Moving on to serial I/O, every STM32 includes a SPI port, an I²C port, and two USARTs while the larger parts add an extra one of each. That’s a total of up to seven fast and full-featured serial ports, quite impressive for an entry-level part.

The SPI ports run at up to 18 MHz as master or slave in half- or full-duplex mode. Besides the usual options (clock rate, mode, 8- to 16-bit frame), there’s hardware that takes care of the CRC for flash cards (e.g., SD Card). Likewise, the FC port handles different modes (e.g., Slave, Multi-Master), speeds (standard and fast), and standards (e.g., SM Bus 2.0).

No surprise that the USARTs are fast (up to 4.5 Mbps) and capable (e.g., LIN, IrDA) as well. Note that any or all of these serial I/Os work with the DMAC, taking advantage of its intelligence (e.g., 8-, 16-, and 32-bit bus matching, circular buffer manager), which leaves the processor free for more important tasks.
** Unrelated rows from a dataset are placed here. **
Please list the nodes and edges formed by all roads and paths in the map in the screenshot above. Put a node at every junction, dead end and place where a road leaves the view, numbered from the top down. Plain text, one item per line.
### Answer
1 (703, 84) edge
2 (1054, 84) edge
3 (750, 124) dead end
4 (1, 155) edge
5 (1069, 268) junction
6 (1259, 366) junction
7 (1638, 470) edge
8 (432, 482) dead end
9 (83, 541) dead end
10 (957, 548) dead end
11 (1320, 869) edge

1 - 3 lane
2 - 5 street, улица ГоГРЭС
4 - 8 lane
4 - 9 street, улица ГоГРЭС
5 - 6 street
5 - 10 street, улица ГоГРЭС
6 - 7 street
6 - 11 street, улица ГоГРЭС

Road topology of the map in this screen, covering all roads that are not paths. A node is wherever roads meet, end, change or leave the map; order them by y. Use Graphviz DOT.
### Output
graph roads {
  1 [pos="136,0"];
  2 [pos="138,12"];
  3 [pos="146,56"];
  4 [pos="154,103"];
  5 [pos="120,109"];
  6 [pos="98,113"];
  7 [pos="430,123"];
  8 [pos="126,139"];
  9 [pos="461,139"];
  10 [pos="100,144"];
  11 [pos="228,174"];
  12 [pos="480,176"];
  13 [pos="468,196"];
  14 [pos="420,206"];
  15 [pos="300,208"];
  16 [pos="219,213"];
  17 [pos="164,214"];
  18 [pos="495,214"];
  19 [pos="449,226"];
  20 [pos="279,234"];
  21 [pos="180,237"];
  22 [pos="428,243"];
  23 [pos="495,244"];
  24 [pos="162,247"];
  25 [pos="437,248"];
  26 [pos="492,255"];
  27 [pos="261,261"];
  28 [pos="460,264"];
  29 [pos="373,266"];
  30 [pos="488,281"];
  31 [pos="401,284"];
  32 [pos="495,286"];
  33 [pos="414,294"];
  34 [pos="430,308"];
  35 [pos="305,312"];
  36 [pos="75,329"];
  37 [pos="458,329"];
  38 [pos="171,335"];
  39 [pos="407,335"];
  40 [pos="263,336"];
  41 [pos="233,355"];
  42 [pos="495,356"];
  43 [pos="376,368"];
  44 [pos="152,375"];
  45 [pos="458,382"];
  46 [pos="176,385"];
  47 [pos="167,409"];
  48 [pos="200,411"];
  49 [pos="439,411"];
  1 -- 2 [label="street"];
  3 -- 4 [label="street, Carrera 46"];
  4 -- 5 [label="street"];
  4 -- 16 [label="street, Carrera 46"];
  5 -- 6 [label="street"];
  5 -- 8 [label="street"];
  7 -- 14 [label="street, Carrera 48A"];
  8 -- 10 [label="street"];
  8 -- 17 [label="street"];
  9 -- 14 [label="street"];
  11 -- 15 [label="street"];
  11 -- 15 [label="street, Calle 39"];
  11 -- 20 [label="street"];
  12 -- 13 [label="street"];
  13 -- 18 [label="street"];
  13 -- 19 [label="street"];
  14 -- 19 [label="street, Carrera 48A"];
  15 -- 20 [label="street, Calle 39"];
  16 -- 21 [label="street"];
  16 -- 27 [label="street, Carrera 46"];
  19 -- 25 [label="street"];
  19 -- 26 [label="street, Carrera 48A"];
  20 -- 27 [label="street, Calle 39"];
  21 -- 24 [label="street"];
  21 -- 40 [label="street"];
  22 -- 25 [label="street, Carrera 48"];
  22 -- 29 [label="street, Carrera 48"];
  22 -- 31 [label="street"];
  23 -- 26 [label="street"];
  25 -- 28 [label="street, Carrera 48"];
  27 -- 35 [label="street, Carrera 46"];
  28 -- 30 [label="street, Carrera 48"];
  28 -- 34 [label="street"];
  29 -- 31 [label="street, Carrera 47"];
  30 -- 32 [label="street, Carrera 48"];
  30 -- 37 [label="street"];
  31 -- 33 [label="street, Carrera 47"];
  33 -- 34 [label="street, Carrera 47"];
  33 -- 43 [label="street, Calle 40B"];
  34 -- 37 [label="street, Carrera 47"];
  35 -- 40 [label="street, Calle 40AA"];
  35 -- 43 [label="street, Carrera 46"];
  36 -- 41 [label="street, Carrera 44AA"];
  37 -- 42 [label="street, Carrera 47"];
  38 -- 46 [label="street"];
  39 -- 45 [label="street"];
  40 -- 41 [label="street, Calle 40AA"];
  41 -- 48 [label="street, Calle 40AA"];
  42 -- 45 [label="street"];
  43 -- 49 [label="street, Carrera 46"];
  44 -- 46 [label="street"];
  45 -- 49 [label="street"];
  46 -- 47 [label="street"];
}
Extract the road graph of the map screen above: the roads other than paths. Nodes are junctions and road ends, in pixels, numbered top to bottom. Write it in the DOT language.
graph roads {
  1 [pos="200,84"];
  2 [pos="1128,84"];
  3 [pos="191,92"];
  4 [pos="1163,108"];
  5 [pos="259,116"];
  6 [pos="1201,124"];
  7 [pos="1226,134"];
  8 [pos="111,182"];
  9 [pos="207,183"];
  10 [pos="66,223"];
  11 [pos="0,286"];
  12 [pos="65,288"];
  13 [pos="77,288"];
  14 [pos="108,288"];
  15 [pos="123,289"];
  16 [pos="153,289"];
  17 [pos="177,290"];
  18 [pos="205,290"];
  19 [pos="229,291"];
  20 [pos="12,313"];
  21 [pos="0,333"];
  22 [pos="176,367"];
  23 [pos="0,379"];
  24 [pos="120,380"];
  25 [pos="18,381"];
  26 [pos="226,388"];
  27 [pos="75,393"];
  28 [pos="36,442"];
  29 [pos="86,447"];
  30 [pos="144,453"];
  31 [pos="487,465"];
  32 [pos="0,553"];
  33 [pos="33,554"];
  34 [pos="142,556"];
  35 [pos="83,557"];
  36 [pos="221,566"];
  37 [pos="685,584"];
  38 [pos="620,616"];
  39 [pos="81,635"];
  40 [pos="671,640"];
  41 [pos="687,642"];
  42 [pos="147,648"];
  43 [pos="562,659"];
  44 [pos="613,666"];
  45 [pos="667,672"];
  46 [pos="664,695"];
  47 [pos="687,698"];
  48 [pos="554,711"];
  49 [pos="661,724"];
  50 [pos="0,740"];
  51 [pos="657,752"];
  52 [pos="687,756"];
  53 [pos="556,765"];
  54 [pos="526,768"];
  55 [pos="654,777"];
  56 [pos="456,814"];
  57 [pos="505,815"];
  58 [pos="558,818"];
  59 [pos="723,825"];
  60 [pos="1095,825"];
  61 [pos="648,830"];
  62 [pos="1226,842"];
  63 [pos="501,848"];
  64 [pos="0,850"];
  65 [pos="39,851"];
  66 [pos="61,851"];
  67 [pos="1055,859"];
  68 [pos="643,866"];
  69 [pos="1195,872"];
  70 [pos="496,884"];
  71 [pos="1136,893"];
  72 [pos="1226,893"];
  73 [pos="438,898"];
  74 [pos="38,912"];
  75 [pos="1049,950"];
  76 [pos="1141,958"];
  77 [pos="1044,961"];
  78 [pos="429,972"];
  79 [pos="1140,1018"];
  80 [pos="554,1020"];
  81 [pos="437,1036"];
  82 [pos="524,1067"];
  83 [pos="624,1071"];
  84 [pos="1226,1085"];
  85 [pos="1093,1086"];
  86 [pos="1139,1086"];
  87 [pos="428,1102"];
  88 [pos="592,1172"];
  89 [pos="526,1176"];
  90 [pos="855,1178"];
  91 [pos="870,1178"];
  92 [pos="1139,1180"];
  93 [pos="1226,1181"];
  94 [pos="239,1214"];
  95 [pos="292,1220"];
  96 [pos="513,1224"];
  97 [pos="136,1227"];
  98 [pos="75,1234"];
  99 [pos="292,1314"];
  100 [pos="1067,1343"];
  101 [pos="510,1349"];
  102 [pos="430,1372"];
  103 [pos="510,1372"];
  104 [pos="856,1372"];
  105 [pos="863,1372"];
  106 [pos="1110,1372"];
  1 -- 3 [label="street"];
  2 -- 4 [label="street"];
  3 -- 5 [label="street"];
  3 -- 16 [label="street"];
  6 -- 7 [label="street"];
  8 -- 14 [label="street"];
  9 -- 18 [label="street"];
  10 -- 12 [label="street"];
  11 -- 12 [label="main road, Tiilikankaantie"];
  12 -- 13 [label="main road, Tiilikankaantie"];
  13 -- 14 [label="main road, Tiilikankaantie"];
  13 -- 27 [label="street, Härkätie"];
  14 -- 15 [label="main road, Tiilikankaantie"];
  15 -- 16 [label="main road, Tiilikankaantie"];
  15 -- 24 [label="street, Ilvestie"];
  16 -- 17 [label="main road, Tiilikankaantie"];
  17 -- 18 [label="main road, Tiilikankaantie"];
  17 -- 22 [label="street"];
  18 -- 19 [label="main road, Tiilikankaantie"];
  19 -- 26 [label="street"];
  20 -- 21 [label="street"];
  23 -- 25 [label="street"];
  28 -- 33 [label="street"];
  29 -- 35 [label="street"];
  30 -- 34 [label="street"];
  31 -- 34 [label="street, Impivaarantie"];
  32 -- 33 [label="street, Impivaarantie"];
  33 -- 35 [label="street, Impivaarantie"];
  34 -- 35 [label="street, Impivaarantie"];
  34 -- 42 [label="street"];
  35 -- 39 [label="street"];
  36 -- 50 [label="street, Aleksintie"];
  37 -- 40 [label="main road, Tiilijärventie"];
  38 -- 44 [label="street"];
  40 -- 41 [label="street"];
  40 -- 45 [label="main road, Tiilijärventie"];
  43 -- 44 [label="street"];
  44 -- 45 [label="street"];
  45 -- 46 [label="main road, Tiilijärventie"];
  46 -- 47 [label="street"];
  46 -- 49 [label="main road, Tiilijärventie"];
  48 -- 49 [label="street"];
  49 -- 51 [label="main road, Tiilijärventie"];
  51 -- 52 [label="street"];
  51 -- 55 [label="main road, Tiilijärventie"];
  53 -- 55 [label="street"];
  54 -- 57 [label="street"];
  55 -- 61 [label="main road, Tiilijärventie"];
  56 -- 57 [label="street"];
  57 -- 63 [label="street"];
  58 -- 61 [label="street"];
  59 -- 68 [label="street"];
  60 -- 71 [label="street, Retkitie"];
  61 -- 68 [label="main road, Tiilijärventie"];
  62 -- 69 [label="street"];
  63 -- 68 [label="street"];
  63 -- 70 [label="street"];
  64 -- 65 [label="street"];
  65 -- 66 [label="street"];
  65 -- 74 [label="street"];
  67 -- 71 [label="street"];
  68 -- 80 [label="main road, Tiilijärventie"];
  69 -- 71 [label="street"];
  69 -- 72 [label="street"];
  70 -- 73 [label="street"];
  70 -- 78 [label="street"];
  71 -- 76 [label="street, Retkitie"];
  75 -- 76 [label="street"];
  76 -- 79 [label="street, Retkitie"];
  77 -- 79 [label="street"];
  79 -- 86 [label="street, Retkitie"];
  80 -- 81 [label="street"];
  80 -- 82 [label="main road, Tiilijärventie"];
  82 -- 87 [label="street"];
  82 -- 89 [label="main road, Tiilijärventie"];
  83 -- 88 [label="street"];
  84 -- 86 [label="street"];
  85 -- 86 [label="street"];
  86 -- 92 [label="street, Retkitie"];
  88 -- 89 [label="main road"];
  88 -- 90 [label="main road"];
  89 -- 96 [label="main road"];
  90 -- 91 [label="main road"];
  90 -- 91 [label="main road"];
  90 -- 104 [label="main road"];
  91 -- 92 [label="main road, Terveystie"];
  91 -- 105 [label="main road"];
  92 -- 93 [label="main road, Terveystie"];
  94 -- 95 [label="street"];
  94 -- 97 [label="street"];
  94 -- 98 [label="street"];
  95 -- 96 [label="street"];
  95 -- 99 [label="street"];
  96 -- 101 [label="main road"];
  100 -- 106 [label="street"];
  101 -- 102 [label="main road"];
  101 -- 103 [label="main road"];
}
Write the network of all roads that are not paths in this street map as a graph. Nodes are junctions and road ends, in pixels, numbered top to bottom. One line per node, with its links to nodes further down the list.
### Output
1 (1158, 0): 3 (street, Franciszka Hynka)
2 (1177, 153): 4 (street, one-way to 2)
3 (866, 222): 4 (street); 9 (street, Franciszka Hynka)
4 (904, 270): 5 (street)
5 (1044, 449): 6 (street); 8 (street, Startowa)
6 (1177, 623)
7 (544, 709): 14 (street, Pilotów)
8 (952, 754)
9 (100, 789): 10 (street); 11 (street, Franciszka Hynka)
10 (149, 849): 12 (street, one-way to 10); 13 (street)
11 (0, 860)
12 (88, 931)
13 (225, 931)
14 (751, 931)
The “Performance” parts include USB 2.0 (full-speed, 12.0 Mbps) and CAN interfaces. This seems like a rather unlikely pairing and indeed the datasheet reveals that you can really only use one function at a time (they share the use of a 512-byte buffer).

Once again, you’ll find that these interfaces have the “smart” features that make life easier for the processor and programmer. For instance, the CAN controller has programmable message filters so it can screen message traffic by itself without bothering the processor.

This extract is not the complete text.